* [EXERCISE] Searching the material below, find each line that includes the word "graph", and copy it.

****

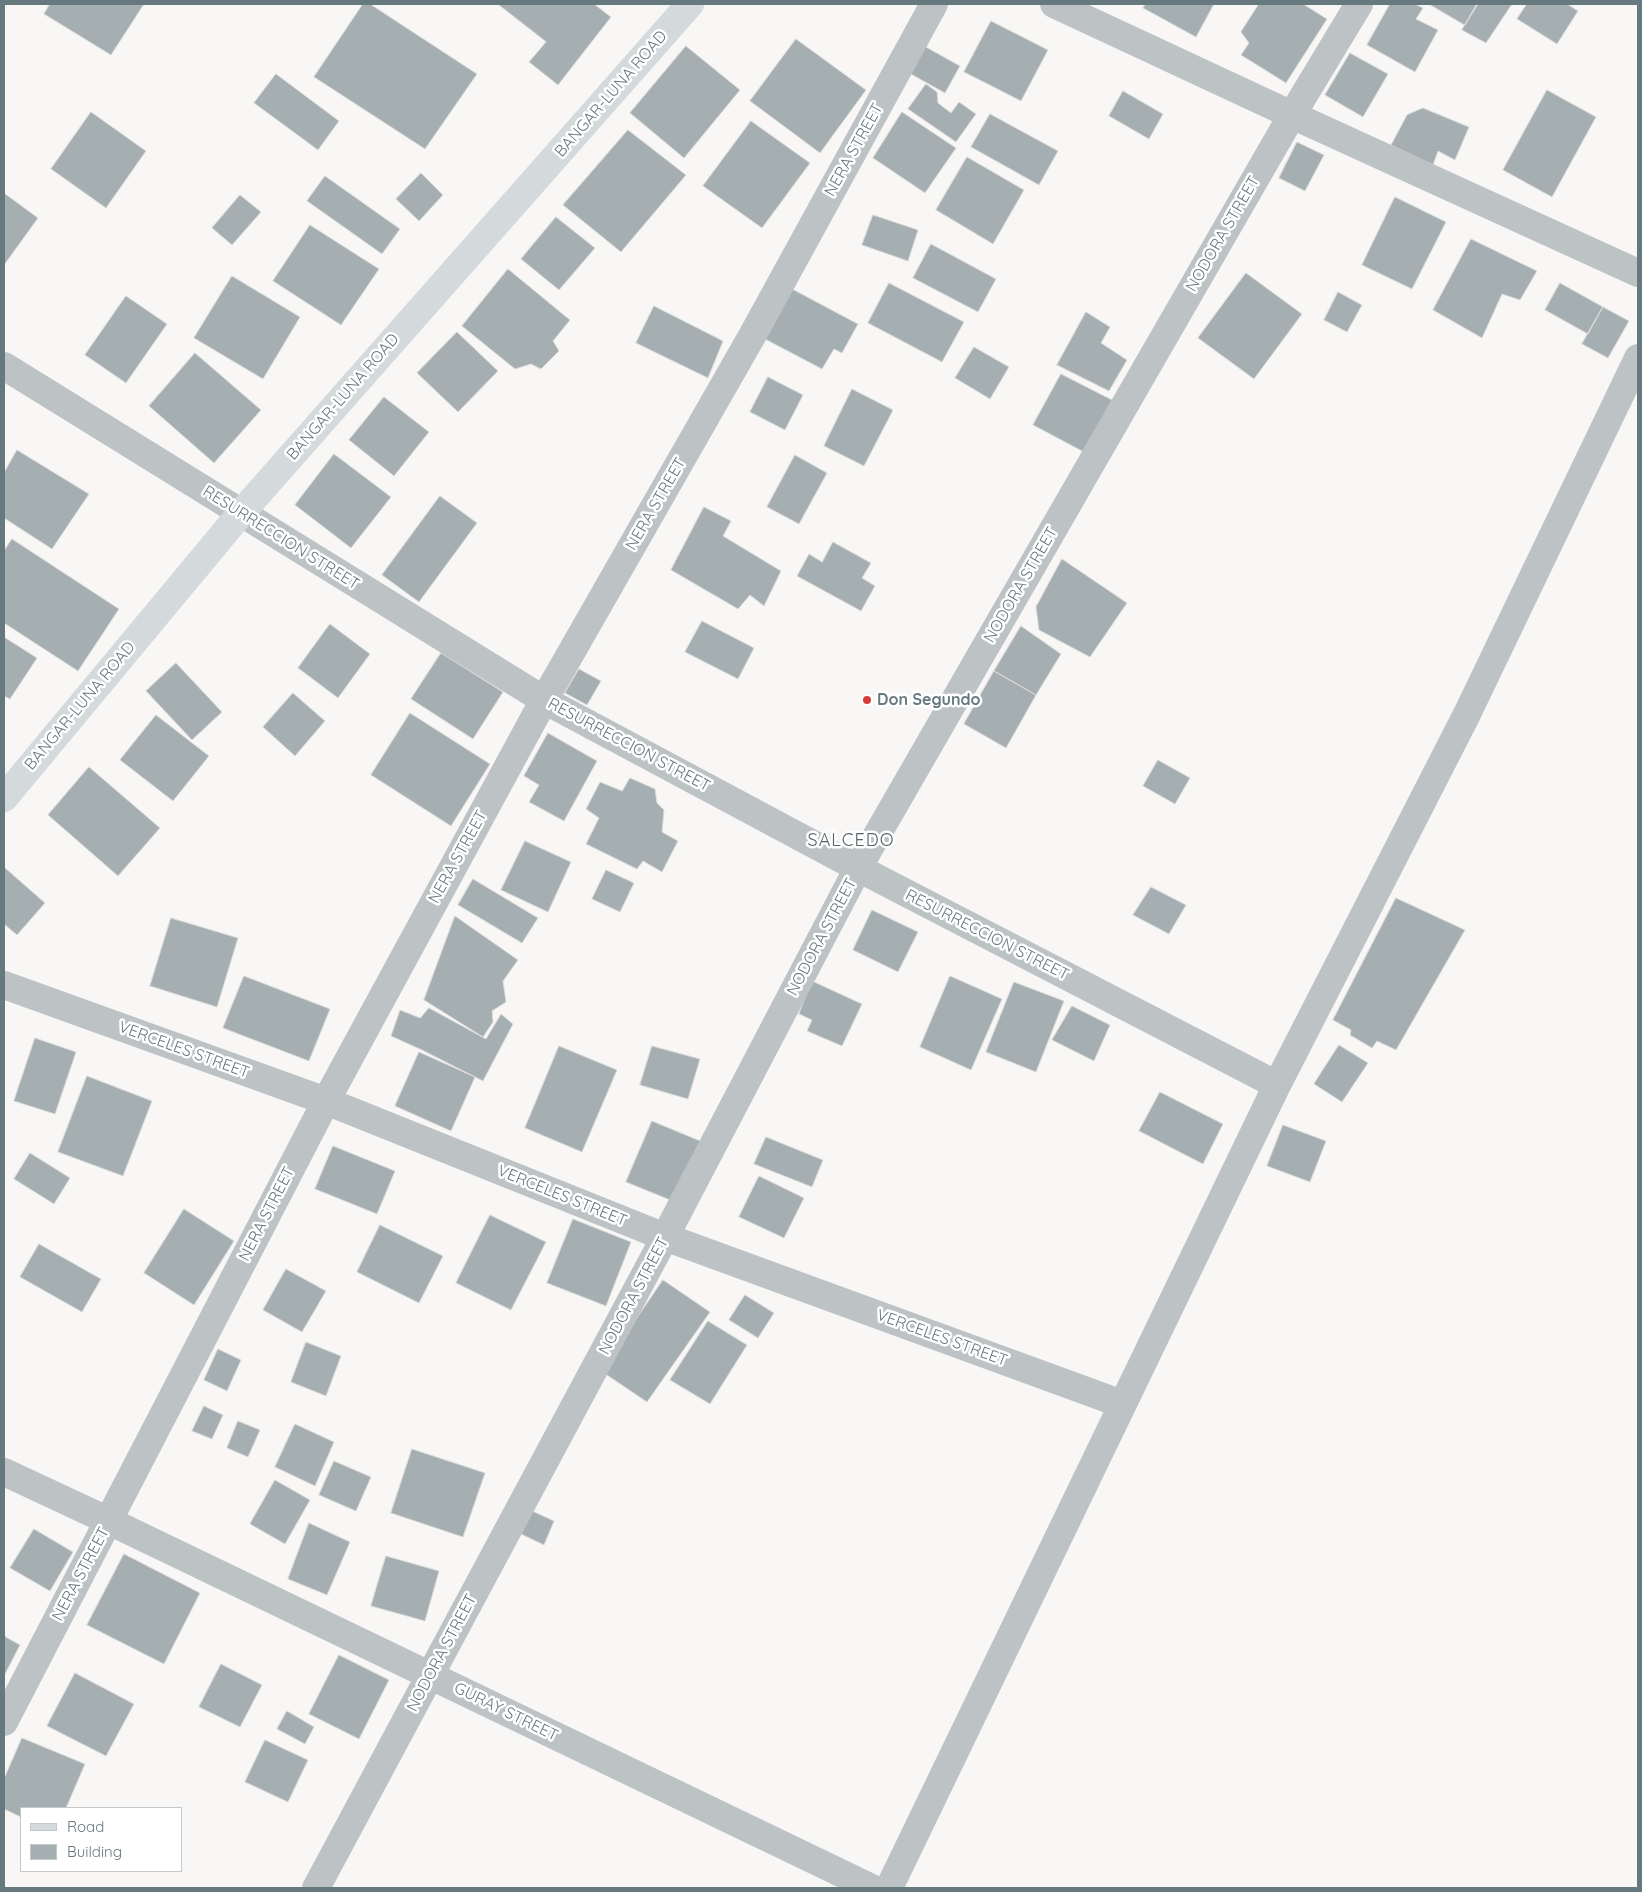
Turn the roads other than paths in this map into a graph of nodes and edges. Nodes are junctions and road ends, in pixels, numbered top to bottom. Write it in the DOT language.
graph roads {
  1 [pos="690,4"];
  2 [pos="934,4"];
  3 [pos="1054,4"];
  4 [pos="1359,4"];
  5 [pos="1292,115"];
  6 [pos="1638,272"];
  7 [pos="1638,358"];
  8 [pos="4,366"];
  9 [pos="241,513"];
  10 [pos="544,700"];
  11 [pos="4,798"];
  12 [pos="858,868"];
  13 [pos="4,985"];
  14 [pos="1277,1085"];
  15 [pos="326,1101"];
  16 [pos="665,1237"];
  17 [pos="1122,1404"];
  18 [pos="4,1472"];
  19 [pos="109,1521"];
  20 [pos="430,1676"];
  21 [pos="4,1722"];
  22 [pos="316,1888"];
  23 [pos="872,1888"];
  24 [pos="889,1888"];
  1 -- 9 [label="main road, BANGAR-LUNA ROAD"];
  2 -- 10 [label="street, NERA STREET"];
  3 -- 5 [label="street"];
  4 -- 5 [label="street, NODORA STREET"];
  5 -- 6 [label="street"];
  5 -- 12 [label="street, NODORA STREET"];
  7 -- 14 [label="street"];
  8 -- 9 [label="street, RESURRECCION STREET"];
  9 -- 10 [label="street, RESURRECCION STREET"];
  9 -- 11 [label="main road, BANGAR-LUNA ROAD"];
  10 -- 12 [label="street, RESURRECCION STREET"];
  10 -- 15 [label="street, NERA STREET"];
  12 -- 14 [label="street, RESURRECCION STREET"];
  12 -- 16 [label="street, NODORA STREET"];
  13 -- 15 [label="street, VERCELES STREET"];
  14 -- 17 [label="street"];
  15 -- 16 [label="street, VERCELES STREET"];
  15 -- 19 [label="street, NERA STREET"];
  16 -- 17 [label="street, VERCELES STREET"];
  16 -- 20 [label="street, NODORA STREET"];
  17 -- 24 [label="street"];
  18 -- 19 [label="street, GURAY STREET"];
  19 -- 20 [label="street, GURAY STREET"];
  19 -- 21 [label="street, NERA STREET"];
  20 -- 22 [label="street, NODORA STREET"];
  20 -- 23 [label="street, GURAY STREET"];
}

****

* [RESULT OF THE TASK]
Turn the roads other than paths in this map into a graph of nodes and edges. Nodes are junctions and road ends, in pixels, numbered top to bottom. Write it in the DOT language.
graph roads {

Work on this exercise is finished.